The Cyberpunk Coupe
Cyberpunk is the gristly bit of science fiction that stopped waiting politely for a clean utopian future and instead dragged it into a rain-soaked alley behind a neon-lit convenience store. The term is generally traced back to Bruce Bethke’s short story titled “Cyberpunk,” published in Amazing in November 1983, and the genre’s rulebook was effectively written when William Gibson’s Neuromancer hit shelves in 1984, hardwiring “high tech, low life” into popular imagination; Ridley Scott’s Blade Runner (1982) did the same job visually, with rain, glare, and megacorp mood lighting doing as much storytelling as dialogue.
Hyundai’s N Vision 74 looks like the design team has those references bookmarked. Officially, it’s a high-performance hydrogen fuel cell hybrid “rolling lab” from Hyundai Motor’s high-performance N sub-brand: a test-bed intended to validate technology that could later filter into production models. It’s also Hyundai N’s first hydrogen hybrid rolling lab, pairing EV technology with an advanced hydrogen fuel cell system to explore “driving fun” in an electrified era, which is corporate language for “we’re trying to make zero-emissions performance feel like something you’d choose, not something you’d tolerate.”

As well as mainlining Blade Runner, N Vision 74 is explicitly inspired by Hyundai’s Pony Coupe concept from 1974, developed by legendary designer Giorgetto Giugiaro. Hyundai says that concept was built into prototypes for what would have been Hyundai’s first production sports car, but it never made production, leaving behind exactly the sort of unresolved “lost future” that cyberpunk loves to resurrect. N Vision 74 inherits the Pony Coupe’s clean surfacing, its dramatic proportions, and its distinctive B-pillar, then drags that 1970s wedge into the electrification era with an unapologetically digital signature: Parametric Pixel lighting. Very futuristic in a kind of 80s sort of way.
Inside, Hyundai keeps the same “retro-future” logic: a driver-centric cockpit that mixes heritage cues with modern interfaces, specifically a digital cluster alongside analogue buttons. Actual buttons feel oddly rebellious in 2026.
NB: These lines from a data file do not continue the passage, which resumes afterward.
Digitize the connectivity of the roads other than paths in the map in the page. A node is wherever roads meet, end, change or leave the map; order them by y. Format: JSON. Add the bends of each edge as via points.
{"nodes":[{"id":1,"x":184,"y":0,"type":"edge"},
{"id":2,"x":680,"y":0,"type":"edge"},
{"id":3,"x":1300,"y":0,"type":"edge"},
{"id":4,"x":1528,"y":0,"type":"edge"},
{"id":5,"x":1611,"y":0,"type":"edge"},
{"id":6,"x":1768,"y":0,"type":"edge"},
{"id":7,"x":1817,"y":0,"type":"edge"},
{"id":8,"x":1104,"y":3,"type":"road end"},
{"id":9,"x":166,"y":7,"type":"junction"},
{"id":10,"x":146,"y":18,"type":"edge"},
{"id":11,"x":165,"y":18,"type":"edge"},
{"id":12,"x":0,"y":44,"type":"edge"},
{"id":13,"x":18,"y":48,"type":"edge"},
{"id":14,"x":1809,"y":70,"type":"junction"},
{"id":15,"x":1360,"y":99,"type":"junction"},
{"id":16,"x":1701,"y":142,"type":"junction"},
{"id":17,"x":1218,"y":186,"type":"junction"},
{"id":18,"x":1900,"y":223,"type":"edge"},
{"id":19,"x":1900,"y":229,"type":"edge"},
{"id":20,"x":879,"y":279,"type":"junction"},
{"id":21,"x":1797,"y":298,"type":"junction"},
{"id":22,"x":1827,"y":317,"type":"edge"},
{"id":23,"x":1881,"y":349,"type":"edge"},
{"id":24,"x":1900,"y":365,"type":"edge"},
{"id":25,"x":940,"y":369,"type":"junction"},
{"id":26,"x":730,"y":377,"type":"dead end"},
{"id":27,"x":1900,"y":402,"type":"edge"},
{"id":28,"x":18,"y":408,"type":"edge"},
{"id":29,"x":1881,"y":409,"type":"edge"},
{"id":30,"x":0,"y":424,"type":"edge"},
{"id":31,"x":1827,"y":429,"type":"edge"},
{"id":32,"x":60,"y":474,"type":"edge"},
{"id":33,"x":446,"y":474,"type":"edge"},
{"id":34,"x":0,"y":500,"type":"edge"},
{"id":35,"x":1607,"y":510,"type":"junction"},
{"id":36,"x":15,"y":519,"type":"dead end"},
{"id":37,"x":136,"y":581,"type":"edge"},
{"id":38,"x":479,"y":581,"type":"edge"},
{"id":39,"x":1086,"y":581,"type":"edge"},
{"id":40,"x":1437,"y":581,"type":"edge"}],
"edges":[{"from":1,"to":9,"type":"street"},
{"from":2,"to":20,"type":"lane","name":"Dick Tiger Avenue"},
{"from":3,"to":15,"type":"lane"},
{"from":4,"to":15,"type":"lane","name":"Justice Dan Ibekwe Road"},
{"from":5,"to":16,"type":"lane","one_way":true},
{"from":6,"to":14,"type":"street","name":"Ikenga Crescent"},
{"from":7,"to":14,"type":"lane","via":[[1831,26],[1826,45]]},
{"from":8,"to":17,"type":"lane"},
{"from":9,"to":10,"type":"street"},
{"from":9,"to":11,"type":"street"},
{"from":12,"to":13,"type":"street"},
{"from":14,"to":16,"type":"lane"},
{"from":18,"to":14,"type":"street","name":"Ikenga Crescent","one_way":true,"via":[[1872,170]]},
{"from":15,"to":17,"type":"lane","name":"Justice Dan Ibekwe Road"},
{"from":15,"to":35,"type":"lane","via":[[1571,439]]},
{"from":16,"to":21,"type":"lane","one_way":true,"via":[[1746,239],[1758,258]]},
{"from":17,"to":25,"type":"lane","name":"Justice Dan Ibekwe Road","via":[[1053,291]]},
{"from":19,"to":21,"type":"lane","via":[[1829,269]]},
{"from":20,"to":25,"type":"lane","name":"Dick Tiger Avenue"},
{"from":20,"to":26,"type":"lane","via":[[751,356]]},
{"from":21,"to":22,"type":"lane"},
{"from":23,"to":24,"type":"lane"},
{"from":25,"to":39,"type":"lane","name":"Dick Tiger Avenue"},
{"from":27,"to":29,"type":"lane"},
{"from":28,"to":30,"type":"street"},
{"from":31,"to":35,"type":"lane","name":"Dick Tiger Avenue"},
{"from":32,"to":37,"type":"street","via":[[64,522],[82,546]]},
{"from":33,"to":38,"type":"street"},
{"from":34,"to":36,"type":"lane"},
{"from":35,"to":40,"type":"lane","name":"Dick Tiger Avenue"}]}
It’s not just the designers having fun either, Hyundai’s engineers get properly ambitious with this concept. Hyundai describes N Vision 74 as a hybrid structure combining a battery-electric system with an FCEV system in an all-new layout, with both power sources working together. The claimed upside is improved cooling efficiency and the ability to call on different power sources depending on driving conditions. Hyundai goes further and says this “fine-tuned logic system” enables better torque vectoring via twin motors on the rear, aiming for precise, responsive cornering.
Cooling is so central that Hyundai calls out a three-channel cooling system, and says the high-performance technology is integrated into the design to fulfil the fuel cell EV’s heat-management requirements. So the styling isn’t just there to look futuristic; it’s utilitarian, very cyberpunk still.

N Vision 74 is also a continuation of Hyundai’s longer hydrogen-performance curiosity. Hyundai links it back to the Hyundai N 2025 Vision Gran Turismo concept, unveiled in 2015 to imagine hydrogen-based high performance, and notes this is not N’s first engagement with fuel cell tech, just the most advanced system the N rolling lab programme has yet put into a high-performance concept. Hyundai also positions N Vision 74 around long-range and fast refuelling capability, promoting hydrogen’s core promise compared to battery-only life.
What they miss in the press release is that this makes it a lot easier to hunt and retire replicants without having to stop for recharging.